Cold feet, stuff to do.

  • An abandoned Japanese island. Amazing. But why didn't Vice send a better photographer?

  • There's just something about this awkward table/light/chair/thing that I like. I'm not sure what it is, really. Read about it here.

  • I love the subtle concept of this wall clock. Brilliant.

  • I was reflecting the other day that Red House Painters' "Songs for a Blue Guitar" may be the only album I have consistently listened to for close to 9 years. Upon this reflection, I decided to Google the album and discovered this snippet from the Rolling Stone review: "Aptly, Wallace Stevens best evokes the impact of these songs in his 1937 poem "The Man With the Blue Guitar": 'The blue guitar/After long strumming on certain nights/Gives the touch of the senses, not of the hand/But the very senses as they touch/The wind-gloss.' Exactly."
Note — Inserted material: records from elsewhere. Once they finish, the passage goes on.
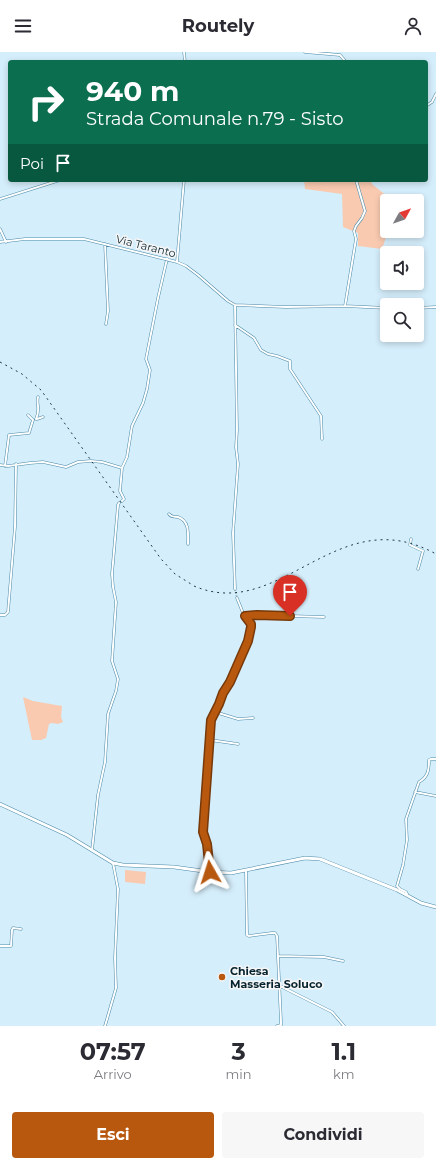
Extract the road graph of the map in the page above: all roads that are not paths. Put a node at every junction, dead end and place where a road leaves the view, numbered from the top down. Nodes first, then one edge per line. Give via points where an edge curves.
1 (305, 52) edge
2 (341, 54) edge
3 (436, 94) edge
4 (428, 105) edge
5 (54, 182) edge
6 (184, 182) edge
7 (357, 182) edge
8 (0, 199) edge
9 (0, 229) edge
10 (0, 242) edge
11 (6, 242) junction
12 (105, 244) junction
13 (167, 259) junction
14 (177, 262) junction
15 (235, 305) junction
16 (345, 306) junction
17 (436, 307) edge
18 (380, 308) edge
19 (424, 308) edge
20 (106, 324) dead end
21 (235, 325) junction
22 (38, 397) dead end
23 (28, 415) dead end
24 (43, 417) dead end
25 (34, 420) junction
26 (322, 439) dead end
27 (16, 464) junction
28 (0, 465) edge
29 (5, 466) junction
30 (122, 468) junction
31 (122, 501) dead end
32 (119, 503) dead end
33 (168, 514) dead end
34 (411, 539) dead end
35 (188, 544) dead end
36 (418, 569) dead end
37 (235, 589) tunnel mouth
38 (238, 598) tunnel mouth
39 (0, 615) edge
40 (245, 616) junction
41 (324, 617) dead end
42 (216, 712) junction
43 (253, 718) dead end
44 (210, 740) junction
45 (238, 744) dead end
46 (436, 759) edge
47 (416, 792) junction
48 (436, 796) edge
49 (0, 804) edge
50 (92, 850) junction
51 (113, 863) junction
52 (246, 871) junction
53 (210, 872) junction
54 (407, 894) junction
55 (436, 907) edge
56 (20, 929) dead end
57 (0, 946) edge
58 (278, 956) junction
59 (343, 960) dead end
60 (280, 986) junction
61 (105, 1026) edge
62 (277, 1026) edge
63 (344, 1026) edge

1 - 2 street
3 - 4 street
5 - 8 street
6 - 14 street
7 - 16 street via 365,211 354,231 356,240
9 - 11 street
10 - 11 street, Via Taranto
11 - 12 street, Via Taranto via 25,239 84,239
12 - 13 street, Via Taranto
12 - 20 street via 108,311
13 - 14 street, Via Taranto
13 - 30 street via 146,359 150,370 147,389 132,426 127,457
14 - 15 street, Via Taranto via 192,270
15 - 16 street
15 - 21 street
16 - 18 street
17 - 19 street
21 - 26 street via 254,338 264,352 290,361 290,368 321,416
21 - 37 street via 238,464 233,533
22 - 25 street via 39,411
23 - 25 street
24 - 25 street
25 - 29 street via 29,433 9,436
27 - 29 street
27 - 30 street via 53,464 66,467 91,460
27 - 39 street via 8,612 5,616
28 - 29 street
30 - 31 street
32 - 50 street via 112,574 116,602 112,661 118,679 108,714
33 - 35 street via 186,524
34 - 36 street via 410,545 423,551
38 - 40 street
40 - 41 street
40 - 42 street via 251,624 248,641
42 - 43 street via 238,719
42 - 44 street via 210,725
44 - 45 street
44 - 53 street via 203,832
46 - 47 street via 430,760 427,775 419,782
47 - 48 street
47 - 54 street via 406,818 407,840 397,886
49 - 50 main road via 67,835
50 - 51 main road
51 - 53 main road
51 - 61 street via 118,889 116,988
52 - 53 main road
52 - 54 main road via 305,858 320,859
52 - 58 street via 247,935 276,933
54 - 55 main road
56 - 57 street via 13,928 11,946
58 - 59 street
58 - 60 street
60 - 62 street via 281,1024
60 - 63 street via 332,1012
  • This 16-step online sequencer is basically a mini-Tenori-On (or mini-Monome, if you will)-- it makes sequencing visually and physically understandable. As an aside, here's Fourtet using one for the first time, which he must have fully integrated into his live show, since he used at his Chicago set last week. It's so dead simple-- it really, really makes me want one.

  • Matt & Kim - Lessons Learned. I'm obsessed with this video. Is the song insanely catchy or insanely stupid? Is the video sublime genius or sublime stupidity? Did they really get naked in Times Square? did the cops really just let them go? And how about that ending? Either way, there must be something to it all, because I've watched it a dozen times.